Inside the world of audio tools with Synchro Arts

AMI recently spoke to Jeff Bloom, founder of Synchro Arts, about the company’s 25-year journey creating award-winning audio tools for film, TV and music production…

Jeff Bloom’s background weaves in and out of music and technology. While doing a Physics PhD at the University College Cardiff he started exploring psychoacoustics, which involved manipulating sound with very primitive computers. From here, he started thinking about digital recording studios and how to build one, engaging in conversations about how digital audio could be used in the film industry – especially in ADR – and coming up with algorithms. Together with a friend, he created a machine for lip syncing which they tried to sell to a number of big film studios, a task that proved tricky at the time.

Jeff went on to start developing other digital audio equipment, including early DAWs such as SoundStation. After a number of business conflicts, he left that company in 1994, and with the technology that he was able to take with him, founded Synchro Arts. The algorithms had to be rewritten, and Jeff met technical director John Ellwood around that time, who has also been with the company since.

By 1995, Synchro Arts was showing the first VocALign product at NAB and AES shows, and were one of the first Digidesign plugin partners. Initially aimed at the film industry, VocALign then started being used by music professionals for doubling vocals and tightening backing tracks. It was used on some big name albums from the likes of Steely Dan and Black Eyed Peas, as well as lip syncing on shows like Friends and Seinfeld and movies like Lord of the Rings and Harry Potter.

Around 2000, Jeff started revisiting some ideas about the consumer side of the industry, and came up with Revoice Studio. He showed it to Dreamworks who thought it might be useful on a bonus feature for Shrek. The deadline was tight but Jeff got a team together. The feature allowed users to record their own voice and lip sync it to the characters in the film, which ended up being a big hit. A year later, Jeff got a phone call from Dreamworks’ lawyers saying they were being sued for infringing some patented technology about image replacement. The lawsuit was eventually scrapped a number of years later, but at the time Jeff had to strip the company back and focus solely on the pro audio business.

Jeff was forced to think about what the company could do differently now, and started looking at how to transfer and align pitch effectively and in time. By 2004, Synchro Arts was back making web-based consumer products for correcting vocals.

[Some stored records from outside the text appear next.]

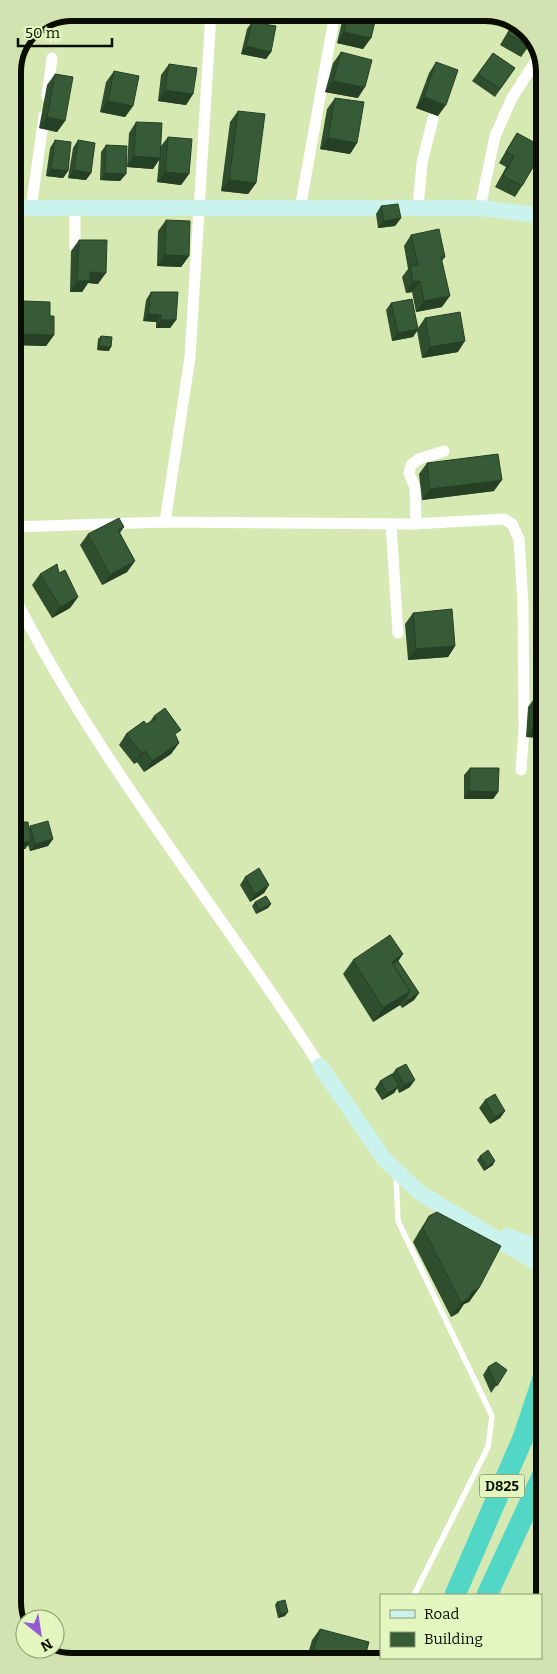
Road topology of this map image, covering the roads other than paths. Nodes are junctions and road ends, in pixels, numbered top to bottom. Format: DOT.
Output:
graph roads {
  1 [pos="210,21"];
  2 [pos="334,21"];
  3 [pos="52,58"];
  4 [pos="535,63"];
  5 [pos="433,119"];
  6 [pos="21,208"];
  7 [pos="31,208"];
  8 [pos="75,208"];
  9 [pos="418,208"];
  10 [pos="480,208"];
  11 [pos="197,209"];
  12 [pos="300,209"];
  13 [pos="536,215"];
  14 [pos="75,248"];
  15 [pos="21,310"];
  16 [pos="30,312"];
  17 [pos="444,451"];
  18 [pos="166,522"];
  19 [pos="391,524"];
  20 [pos="416,524"];
  21 [pos="21,527"];
  22 [pos="21,610"];
  23 [pos="398,633"];
  24 [pos="521,770"];
  25 [pos="320,1066"];
  26 [pos="396,1170"];
  27 [pos="474,1224"];
  28 [pos="536,1244"];
  29 [pos="536,1262"];
  30 [pos="536,1400"];
  31 [pos="536,1489"];
  32 [pos="415,1594"];
  33 [pos="455,1594"];
  34 [pos="486,1594"];
  1 -- 11 [label="street"];
  2 -- 12 [label="street"];
  3 -- 7 [label="street"];
  4 -- 10 [label="street"];
  5 -- 9 [label="street"];
  6 -- 7 [label="street"];
  7 -- 8 [label="street"];
  8 -- 11 [label="street"];
  8 -- 14 [label="street"];
  9 -- 10 [label="street"];
  9 -- 12 [label="street"];
  10 -- 13 [label="street"];
  11 -- 12 [label="street"];
  11 -- 18 [label="street"];
  15 -- 16 [label="street"];
  17 -- 20 [label="street"];
  18 -- 19 [label="street"];
  18 -- 21 [label="street"];
  19 -- 20 [label="street"];
  19 -- 23 [label="street"];
  20 -- 24 [label="street"];
  22 -- 25 [label="street"];
  25 -- 26 [label="street"];
  26 -- 27 [label="street"];
  26 -- 32 [label="lane"];
  27 -- 28 [label="street"];
  27 -- 29 [label="street"];
  30 -- 33 [label="highway, D825"];
  31 -- 34 [label="highway, D825"];
}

He showed the technology to producer Tony Maserati in LA, who asked if it could be used professionally, and it turns out that the music industry needed it more than Jeff thought! From 2012, Synchro Arts started rolling out Revoice Pro, which essentially takes the timing and pitch of an in-tune voice and transfers that to one or more tracks, so that users can double and compress backing tracks using APT (audio performance transfer). With Revoice Pro’s pitch transfer, users can take the intonation pattern of a voice and transfer it onto a completely different person – essentially manipulating the inflection – which is especially useful for those doing voice overs in post production. By this time however, due to the rise in bedroom music producers, 80 per cent of the company’s business was in music and the other 20 per cent in post production.

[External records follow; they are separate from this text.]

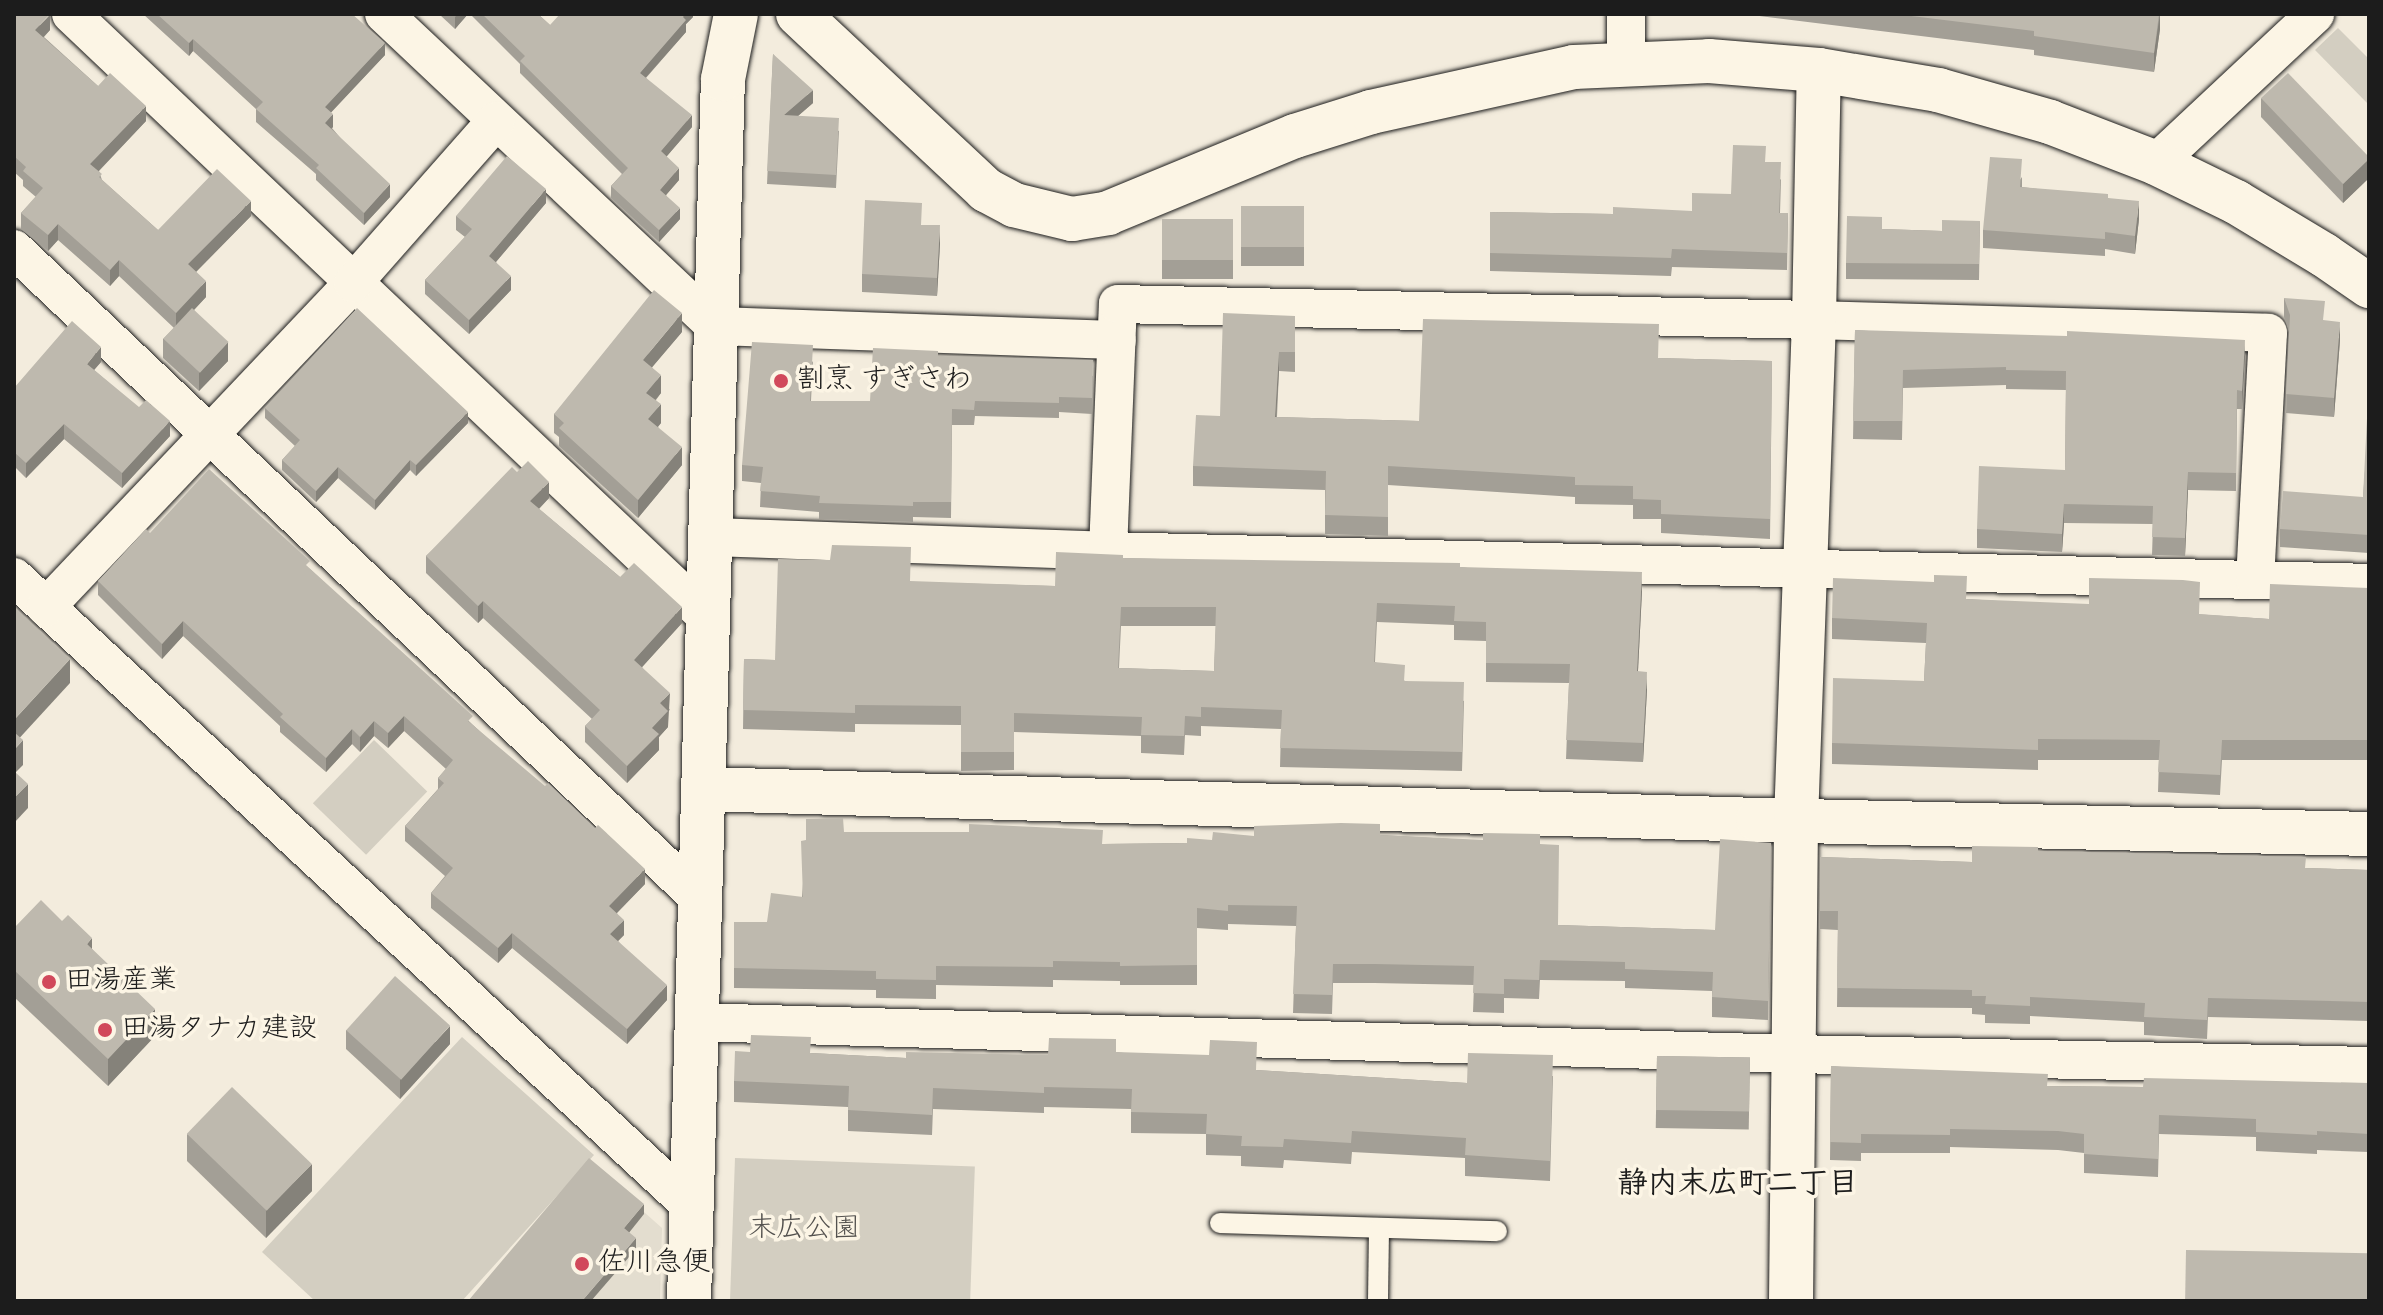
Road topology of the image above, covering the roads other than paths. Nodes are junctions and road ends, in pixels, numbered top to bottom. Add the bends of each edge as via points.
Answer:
1 (71, 14) edge
2 (384, 14) edge
3 (736, 14) edge
4 (798, 14) edge
5 (1626, 14) edge
6 (2315, 14) edge
7 (1626, 63) junction
8 (1819, 70) junction
9 (496, 121) junction
10 (2156, 163) junction
11 (14, 249) edge
12 (353, 283) junction
13 (2369, 286) edge
14 (1814, 320) junction
15 (715, 326) junction
16 (1117, 340) junction
17 (210, 434) junction
18 (710, 537) junction
19 (1108, 551) junction
20 (1804, 569) junction
21 (14, 577) edge
22 (2255, 580) junction
23 (2369, 583) edge
24 (46, 607) junction
25 (708, 618) junction
26 (703, 789) junction
27 (1796, 821) junction
28 (2369, 834) edge
29 (698, 897) junction
30 (696, 1022) junction
31 (1793, 1054) junction
32 (2369, 1066) edge
33 (690, 1205) junction
34 (1220, 1223) dead end
35 (1379, 1228) junction
36 (1497, 1231) dead end
37 (689, 1301) edge
38 (1378, 1301) edge
39 (1791, 1301) edge

1 - 12 street
2 - 9 street
3 - 15 street via 723,79
4 - 7 street via 986,190 1014,205 1072,219 1108,213 1295,136 1371,112 1560,70
5 - 7 street
6 - 10 street
7 - 8 street via 1709,61
8 - 10 street via 1938,90 2050,122
8 - 14 street
9 - 12 street
9 - 15 street
10 - 13 street via 2236,202
11 - 17 street
12 - 17 street
12 - 25 street
14 - 16 street via 1118,304
14 - 20 street
14 - 22 street via 2268,333
15 - 16 street
15 - 18 street
16 - 19 street
17 - 24 street
17 - 29 street
18 - 19 street
18 - 25 street
19 - 20 street
20 - 22 street
20 - 27 street
21 - 24 street
22 - 23 street
24 - 33 street
25 - 26 street
26 - 27 street
26 - 29 street
27 - 28 street
27 - 31 street
29 - 30 street
30 - 31 street
30 - 33 street
31 - 32 street
31 - 39 street
33 - 37 street
34 - 35 lane
35 - 36 lane
35 - 38 lane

The latest version of Revoice Pro, 4.1, is very flexible indeed. With the latest version, users can group tracks into one control panel and tweak and tune them as a group of processes simultaneously. It also streamlines workflows by automatically creating an output track, and is constantly getting smarter, easier and faster through a combination of DSP changes. At the time of interview, Jeff had recently been on a trip around the US to showcase these simplifications to professional users, including Grammy-winning recording engineer Darrell Thorp. During his time on the road, Jeff saw Revoice Pro being used for exactly what it was designed for: tightening up double tracks and backing vocals, and making double tracks where there wasn’t any to begin with.

With the emergence of streaming services, there’s a big need for fast turnarounds and faster technology to help users carry out these really mundane jobs like lip syncing and lining up music tracks. On the consumer side however, Jeff believes the technology can be used effectively for language learning tools in the future.

Around a year ago, Jeff was contacted by the National Academy of Television Arts and Sciences (NATAS) about having a category at the Technical Emmy awards called Automatic Sound Conformation. He put forward one of the company’s older products, Titan, that had been around for 22 years. Titan was being used on a huge list of big TV shows including Game of Thrones, The Walking Dead and House of Cards, much to Jeff’s surprise, and Synchro Arts bagged its first Technical Emmy as a result.

Most recently Synchro Arts has collaborated with Celemony, the company who created Melodyne, on ARA (audio random access), which helps the plugin talk to DAWs with a streamlined interface and takes a lot of the legwork out of the process. They’ve worked with a number of DAWs to implement this method, including Cubase, and are planning on integrating it with Logic and Pro Tools in the near future.